Vous avez dit ethnobotanique ?
Avec le renouveau de la végétation, les sorties dans la nature reprennent. Entre cueillette sauvage, reconnaissance de la flore locale, transformation en remèdes, il est souvent question d’ethnobotanique. On ne prononce pas forcément le mot, mais on raconte que l’achillée millefeuille doit son nom à Achille qui s’en servit pour guérir sa plaie au talon, et celles de ses soldats, lors de la guerre de Troie. Que cette plante était dans la trousse d’urgence pendant la Première Guerre mondiale, ce qui lui donna le surnom d’« herbe aux miliaires ».
Mais faire de l’ethnobotanique, ce n’est pas raconter des « petites » histoires, c’est étudier en profondeur les relations qu’entretiennent les hommes avec les végétaux. Ainsi, analyser comment les peuplades autochtones au nord du Québec ont adapté leurs cures à base de plantes pour lutter contre le diabète de type 2, c’est aussi de l’ethnobotanique. La discipline recouvre croyances, symboliques et légendes, mais aussi les utilisations pratiques et thérapeutiques impliquant le végétal. Un champ très large qui explique qu’elle reste assez mal connue. Peut-être aussi parce qu’elle se situe au carrefour entre les sciences humaines (l’ethnologie) et les sciences naturelles (la botanique). Entre le régionalisme, qui peut vite basculer dans le folklore, et l’érudition qu’implique la démarche tant elle requiert de vastes connaissances, elle a du mal à trouver l’écho qu’elle mériterait.
Pourtant dans le contexte d’un intérêt renouvelé pour les plantes, on devrait s’intéresser à cette discipline avec sérieux. Au-delà du voyage dans le temps et dans les pratiques, il est important de réfléchir aux liens que nous entretenons avec les plantes et à l’usage que nous en faisons. Quand nous mettons en perspective des savoirs et leur redonnons une cohérence, nous favorisons leur transmission en donnant la possibilité à un grand nombre de se les approprier. Les vertus thérapeutiques s’en trouvent précisées, réaffirmées.
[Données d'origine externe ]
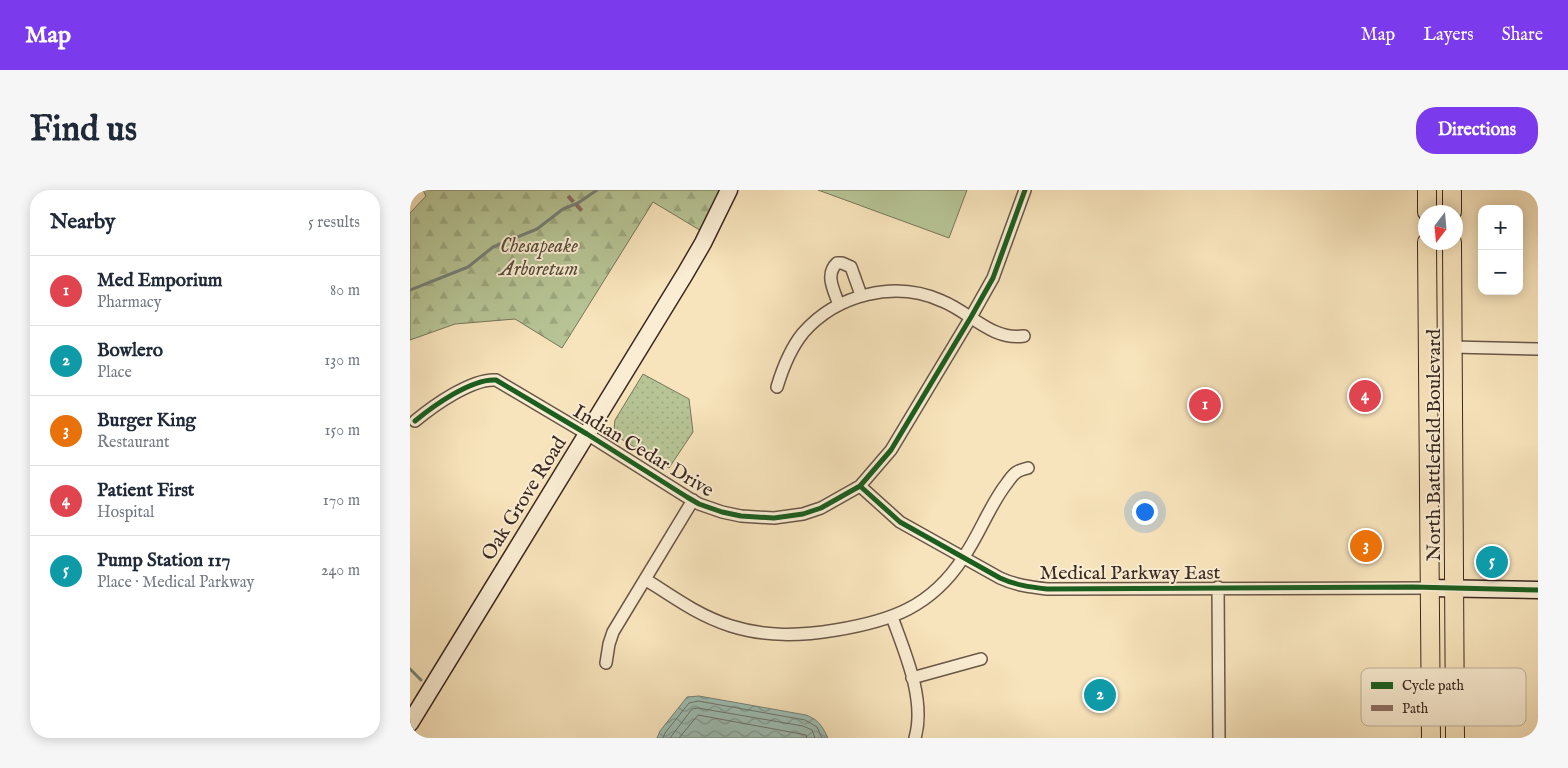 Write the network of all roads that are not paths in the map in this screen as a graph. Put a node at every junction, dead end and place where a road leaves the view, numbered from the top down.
1 (729, 190) edge
2 (1025, 190) edge
3 (1427, 190) edge
4 (1452, 190) edge
5 (1427, 205) edge
6 (1452, 205) edge
7 (1427, 250) edge
8 (1452, 250) edge
9 (861, 295) junction
10 (840, 305) junction
11 (971, 317) junction
12 (1024, 336) dead end
13 (1453, 347) junction
14 (1538, 349) edge
15 (777, 387) dead end
16 (415, 421) dead end
17 (587, 434) junction
18 (1028, 468) dead end
19 (860, 486) junction
20 (693, 500) junction
21 (964, 558) junction
22 (645, 579) junction
23 (1218, 587) junction
24 (1430, 588) junction
25 (1454, 588) junction
26 (1538, 590) edge
27 (892, 617) junction
28 (981, 659) dead end
29 (606, 663) dead end
30 (1431, 668) edge
31 (1455, 668) edge
32 (912, 678) junction
33 (410, 723) edge
34 (915, 738) edge
35 (1219, 738) edge

1 - 17 street, Oak Grove Road
2 - 11 street, Indian Cedar Drive
3 - 5 main road
4 - 6 main road
7 - 24 main road, North Battlefield Boulevard
8 - 13 main road, North Battlefield Boulevard
9 - 10 street
9 - 10 street
9 - 11 street
10 - 15 street
11 - 12 street
11 - 19 street, Indian Cedar Drive
13 - 14 street
13 - 25 main road, North Battlefield Boulevard
16 - 17 street, Indian Cedar Drive
17 - 20 street, Indian Cedar Drive
17 - 33 street, Oak Grove Road
18 - 21 street
19 - 20 street, Indian Cedar Drive
19 - 21 street, Medical Parkway East
20 - 22 street
21 - 23 street, Medical Parkway East
21 - 27 street
22 - 27 street
22 - 29 street
23 - 24 street, Medical Parkway East
23 - 35 street
24 - 25 street
24 - 30 main road, North Battlefield Boulevard
25 - 26 street
25 - 31 main road, North Battlefield Boulevard
27 - 32 street
28 - 32 street
32 - 34 street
D’ailleurs, l’ethnobotanique, ouvre sur une autre discipline, à dominante médicale : l’ethnopharmacologie qui recense et étudie les pratiques de soins des sociétés traditionnelles utilisant notamment la matière végétale. En France, la SFE* défend cette approche, mais il faut plutôt s’éloigner de nos contrées pour la voir à l’œuvre. Ainsi en Indonésie, pays à la riche biodiversité, un travail est mené depuis 2013 sous la houlette du ministère de la santé. En rencontrant les membres de quelque 400 communautés autochtones, les chercheurs ont enregistré 32 000 préparations à base de plantes, révélant ainsi un savoir énorme construit de génération en génération. Après avoir été analysés par la médecine moderne, certains de ces remèdes semblent bien placés pour renforcer la résistance de nos organismes face au Covid-19.
Voilà qui ouvre des horizons. Hélas, il y a peu de chance que notre science médicale, qui ne jure que par des médicaments high-tech, y trouve un intérêt. Voilà pourquoi je suggère qu’on lance une enquête ethnobotanique pour comprendre le fossé qui sépare toujours ces différentes approches et marginalise certains savoirs. Cela serait très instructif.